L’origine du premier hôpital carhaisien est donc liée au siège de Pontoise, qui avait fortement marqué Maurice du Mené. Encore jeune alors, il devait accompagner dans cette aventure d’autres grands seigneurs bretons. Deux d’entre eux, les principaux dirigeants du siège, semblent avoir été liés de façon particulière à l’histoire de Carhaix.
En effet, pour la date de 1448, le chevalier de Fréminville écrit: «l’amiral de Coëtivy, seigneur de Carhaix, donne cette ville au connétable de Richemont en échange d’autres domaines ». Prigent VII de Coëtivy, « Seigneur de Carhaix », Amiral de France en 1439, était aussi le neveu du favori du roi, Tanneguy du Chastel, prévôt de Paris. Quand au connétable de Richemont, il s’agissait d’Arthur de Bretagne frère du duc Jean VI et oncle du dernier duc, François II. Le connétable deviendra duc de Bretagne lui-même en 1457-1458.

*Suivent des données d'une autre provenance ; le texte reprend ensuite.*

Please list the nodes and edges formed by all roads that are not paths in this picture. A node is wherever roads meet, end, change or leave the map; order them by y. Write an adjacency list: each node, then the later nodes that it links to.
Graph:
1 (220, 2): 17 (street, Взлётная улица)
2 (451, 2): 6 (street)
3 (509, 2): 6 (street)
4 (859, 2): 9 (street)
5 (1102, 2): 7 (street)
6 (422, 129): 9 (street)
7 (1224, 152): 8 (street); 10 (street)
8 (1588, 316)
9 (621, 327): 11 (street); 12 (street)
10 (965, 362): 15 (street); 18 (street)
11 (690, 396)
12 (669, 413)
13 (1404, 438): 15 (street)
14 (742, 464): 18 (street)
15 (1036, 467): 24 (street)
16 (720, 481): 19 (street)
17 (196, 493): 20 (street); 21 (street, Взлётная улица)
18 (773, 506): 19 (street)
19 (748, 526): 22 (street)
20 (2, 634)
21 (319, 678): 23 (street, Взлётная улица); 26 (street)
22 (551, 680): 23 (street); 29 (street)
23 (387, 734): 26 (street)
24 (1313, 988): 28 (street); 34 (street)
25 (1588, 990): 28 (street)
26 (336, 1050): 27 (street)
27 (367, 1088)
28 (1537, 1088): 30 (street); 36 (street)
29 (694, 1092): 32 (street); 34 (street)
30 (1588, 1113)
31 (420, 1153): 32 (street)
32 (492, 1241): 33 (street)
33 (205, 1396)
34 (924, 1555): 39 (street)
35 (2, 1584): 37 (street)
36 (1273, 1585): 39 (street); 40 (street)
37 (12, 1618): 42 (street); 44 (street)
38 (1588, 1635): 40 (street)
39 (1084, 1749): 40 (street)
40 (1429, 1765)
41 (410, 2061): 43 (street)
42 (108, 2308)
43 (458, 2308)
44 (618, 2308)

Les « horribles massacres » de Pontoise
Le massacre des Anglais de Pontoise, qui travailla fortement la conscience du sire de Toulgoët, était en fait une conséquence des terribles lois de la guerre.

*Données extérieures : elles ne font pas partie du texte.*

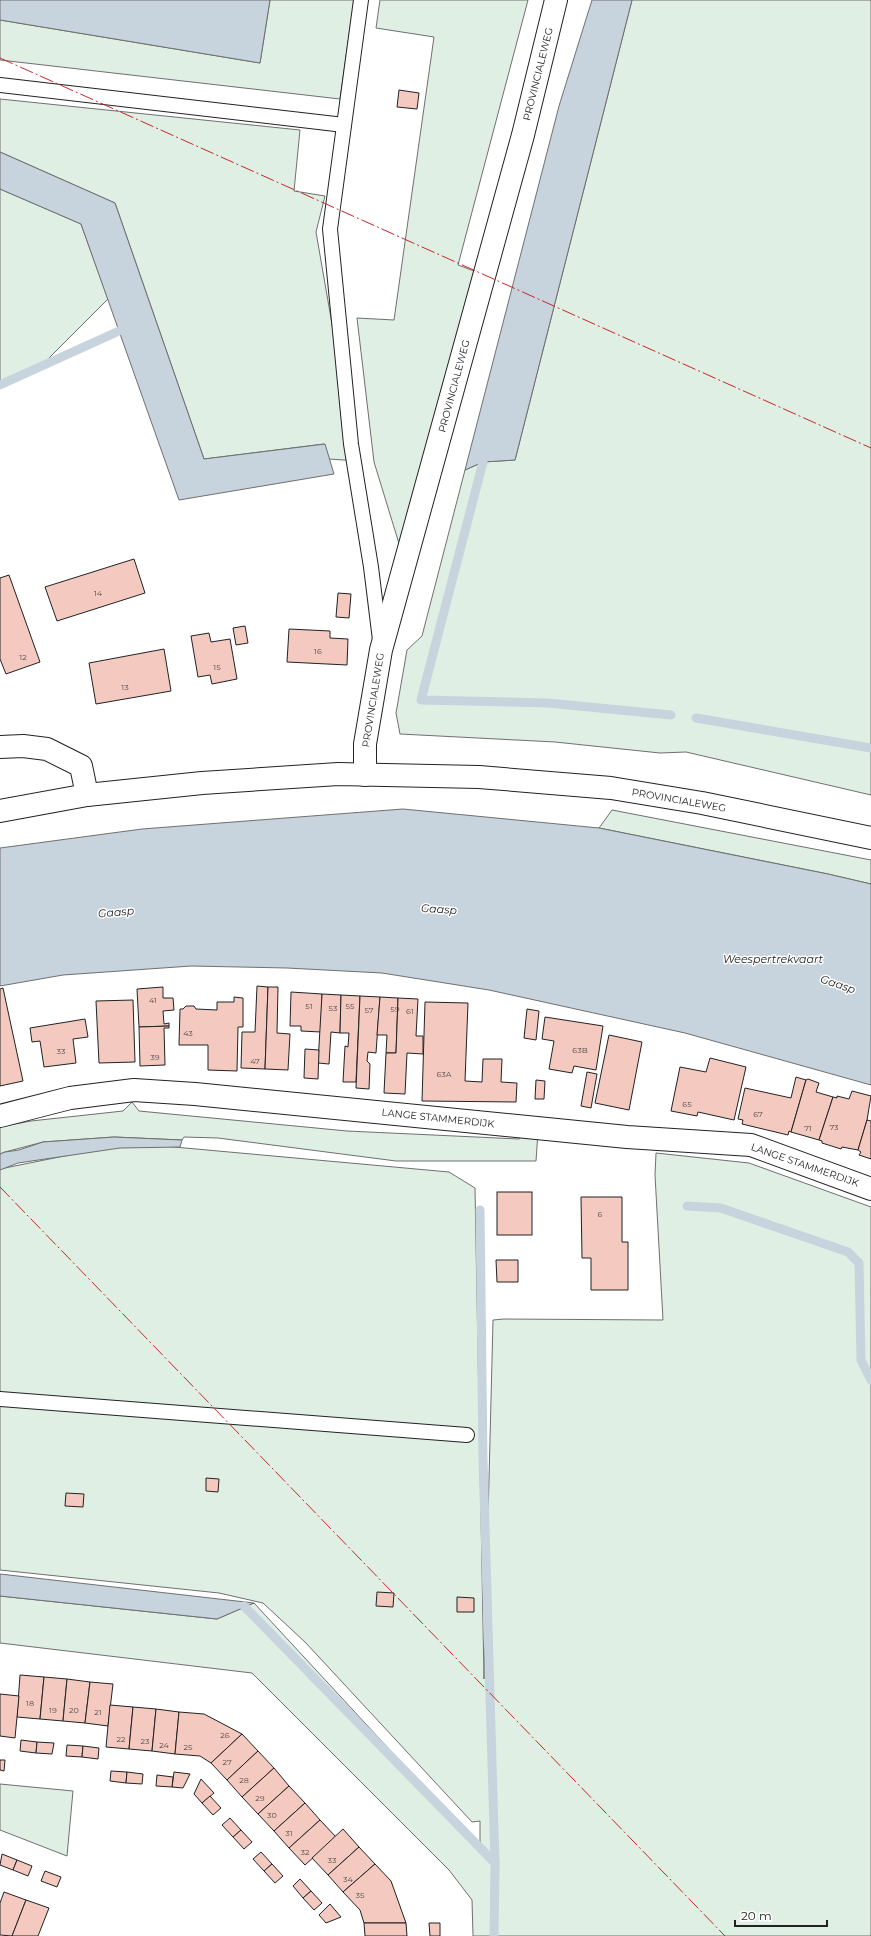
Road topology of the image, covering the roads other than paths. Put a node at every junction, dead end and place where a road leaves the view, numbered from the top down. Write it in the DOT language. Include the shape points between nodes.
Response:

Lorsqu’une garnison refusait de se rendre, elle était alors à la merci du vainqueur, c’est à dire que celui-ci pouvait ne pas faire de « quartier », donc exécuter tous les prisonniers. De plus, les Français avaient une revanche à prendre. On était à la fin de la guerre de 100 ans. Lorsque les Anglais prirent Pontoise le 24 juillet 1419, ils y « commirent d’horribles massacres ».
Après avoir perdu la ville, ils la reprirent en 1439. Le roi Charles VII en personne vint l’assiéger, accompagné d’une armée de 5000 hommes. Était-ce le premier combat du jeune Carhaisien ? Nous ne le savons. Le siège fut long. Commencé le 4 juin, il ne connut son dénouement que le 16 septembre. C’est à cette occasion que le massacre des Anglais s’effectua. 500 d’entre eux furent passés au fil de l’épée.
Un épisode du combat est rapporté dans l’ouvrage que Monsieur de Beaucourt consacra au règne de Charles VII: « Le roi parcourut la ville, monté sur un petit cheval…, un Anglais, poursuivi l’épée à la main, vint chercher refuge sous le ventre du cheval. En vain le roi cria-t-il de lui faire grâce, l’ardeur du combat était telle que ses ordres et ses clameurs ne purent arracher le malheureux à la mort ».
D’une bravoure à toute épreuve.
Il y eut tout de même des prisonniers pour lesquels on réclama rançon. Ceux qui ne purent réunir les sommes demandées furent noyés en public.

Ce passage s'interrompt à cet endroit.